É interessante verificar que muita dessa gente votou até agora no PSD, embora enquanto mal menor. Conheci muitos que o faziam, embora se queixassem que o Partido Social Democrata não era «suficientemente fascista». Ansiavam por um homem forte, que pusesse ordem «nisto», e julgaram encontrá-lo em Cavaco Silva, mas apenas conseguiram com ele, e com os outros presidentes do PSD, colocar um travão ao avanço da esquerda. É precisamente aqui que está o problema para eles: a esquerda é o mal absoluto e vale tudo para a travar. É na esquerda, dizem, que nascem os subsídios para quem não trabalha nem deixa trabalhar, que se inventam problemas e direitos que prejudicam as empresas, que se protegem os emigrantes, os ciganos e todos aqueles que tiram aos verdadeiros portugueses aquilo que é direito exclusivo destes. E nem falemos da perda das colónias.

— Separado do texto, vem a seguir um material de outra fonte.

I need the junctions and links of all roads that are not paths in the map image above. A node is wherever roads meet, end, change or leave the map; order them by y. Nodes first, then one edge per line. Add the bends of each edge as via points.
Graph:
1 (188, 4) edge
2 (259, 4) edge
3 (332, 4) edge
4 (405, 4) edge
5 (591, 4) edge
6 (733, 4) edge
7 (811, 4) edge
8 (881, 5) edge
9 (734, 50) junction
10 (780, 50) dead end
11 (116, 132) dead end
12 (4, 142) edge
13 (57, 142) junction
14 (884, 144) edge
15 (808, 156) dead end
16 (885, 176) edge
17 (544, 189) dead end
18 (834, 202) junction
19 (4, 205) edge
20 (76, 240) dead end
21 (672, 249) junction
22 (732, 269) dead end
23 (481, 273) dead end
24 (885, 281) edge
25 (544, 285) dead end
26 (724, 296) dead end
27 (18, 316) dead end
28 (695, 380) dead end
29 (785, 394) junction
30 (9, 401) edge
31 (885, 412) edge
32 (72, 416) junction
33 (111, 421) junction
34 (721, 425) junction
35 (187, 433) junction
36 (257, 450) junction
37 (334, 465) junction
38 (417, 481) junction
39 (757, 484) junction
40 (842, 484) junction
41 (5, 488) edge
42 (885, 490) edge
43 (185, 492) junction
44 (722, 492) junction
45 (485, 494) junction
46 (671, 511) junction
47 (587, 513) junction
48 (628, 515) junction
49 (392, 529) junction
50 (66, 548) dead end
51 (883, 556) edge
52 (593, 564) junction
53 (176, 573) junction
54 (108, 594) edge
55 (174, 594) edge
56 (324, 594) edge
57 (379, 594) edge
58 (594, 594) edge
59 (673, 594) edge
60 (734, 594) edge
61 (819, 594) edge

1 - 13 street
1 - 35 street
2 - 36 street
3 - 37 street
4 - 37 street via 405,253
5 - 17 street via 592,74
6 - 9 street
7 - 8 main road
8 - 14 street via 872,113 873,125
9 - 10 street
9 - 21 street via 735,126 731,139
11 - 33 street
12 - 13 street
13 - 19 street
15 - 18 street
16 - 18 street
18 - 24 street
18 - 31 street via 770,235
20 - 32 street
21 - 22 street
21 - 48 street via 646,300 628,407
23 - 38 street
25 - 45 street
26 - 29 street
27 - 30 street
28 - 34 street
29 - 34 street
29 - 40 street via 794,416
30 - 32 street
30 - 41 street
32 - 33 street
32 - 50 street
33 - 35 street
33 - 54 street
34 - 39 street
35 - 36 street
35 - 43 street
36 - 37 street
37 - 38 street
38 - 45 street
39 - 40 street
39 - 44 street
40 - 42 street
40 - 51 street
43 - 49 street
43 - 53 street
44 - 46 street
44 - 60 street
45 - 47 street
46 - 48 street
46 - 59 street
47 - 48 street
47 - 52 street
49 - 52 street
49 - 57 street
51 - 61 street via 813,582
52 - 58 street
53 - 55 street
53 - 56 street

O que André Ventura fez foi apenas dizer a essas pessoas que não precisavam de continuar a votar no PSD, que agora tinham um partido que acolhia as suas ideias. Admira que não tivesse aparecido ainda um partido como o Chega, tão grande era a sua base potencial de apoio. As tentativas anteriores tinham como destinatários os retornados das ex-colónias e os saudosistas do antigo regime, mas deparavam-se com a enorme desvantagem da memória dos que ainda se lembravam da crassa miséria de antigamente e de como estávamos muito melhor em democracia. O Chega não se limita a essa memória e agarra em mensagens concretas e simples, mesmo que erradas: os pretos, os ciganos, a suposta tolerância dos partidos tradicionais perante a criminalidade em geral e, em especial, a corrupção e a pedofilia. Com isto ganha uma aparência de lutador contra o mal, de paladino das causas boas, nas quais os outros não tocam ou não fazem o suficiente.
É evidente que não precisamos do Chega para combater a corrupção ou a pedofilia, é evidente ainda que é necessário haver RSI para os excluídos da sociedade e que precisamos de todos para construir um país melhor: precisamos dos ciganos, dos negros, dos emigrantes. É evidente também que a criminalidade não é o maior problema do país, nem sequer a corrupção.
Entretanto, o PSD, que deveria saber melhor, acaba de validar o pior que há no Chega e de dizer a muitos dos seus votantes que há agora um outro partido, legitimado por si, que talvez defenda melhor os seus interesses. Esta aliança crapulosa e imbecil vai sair muito cara a todos, começando pelo próprio PSD.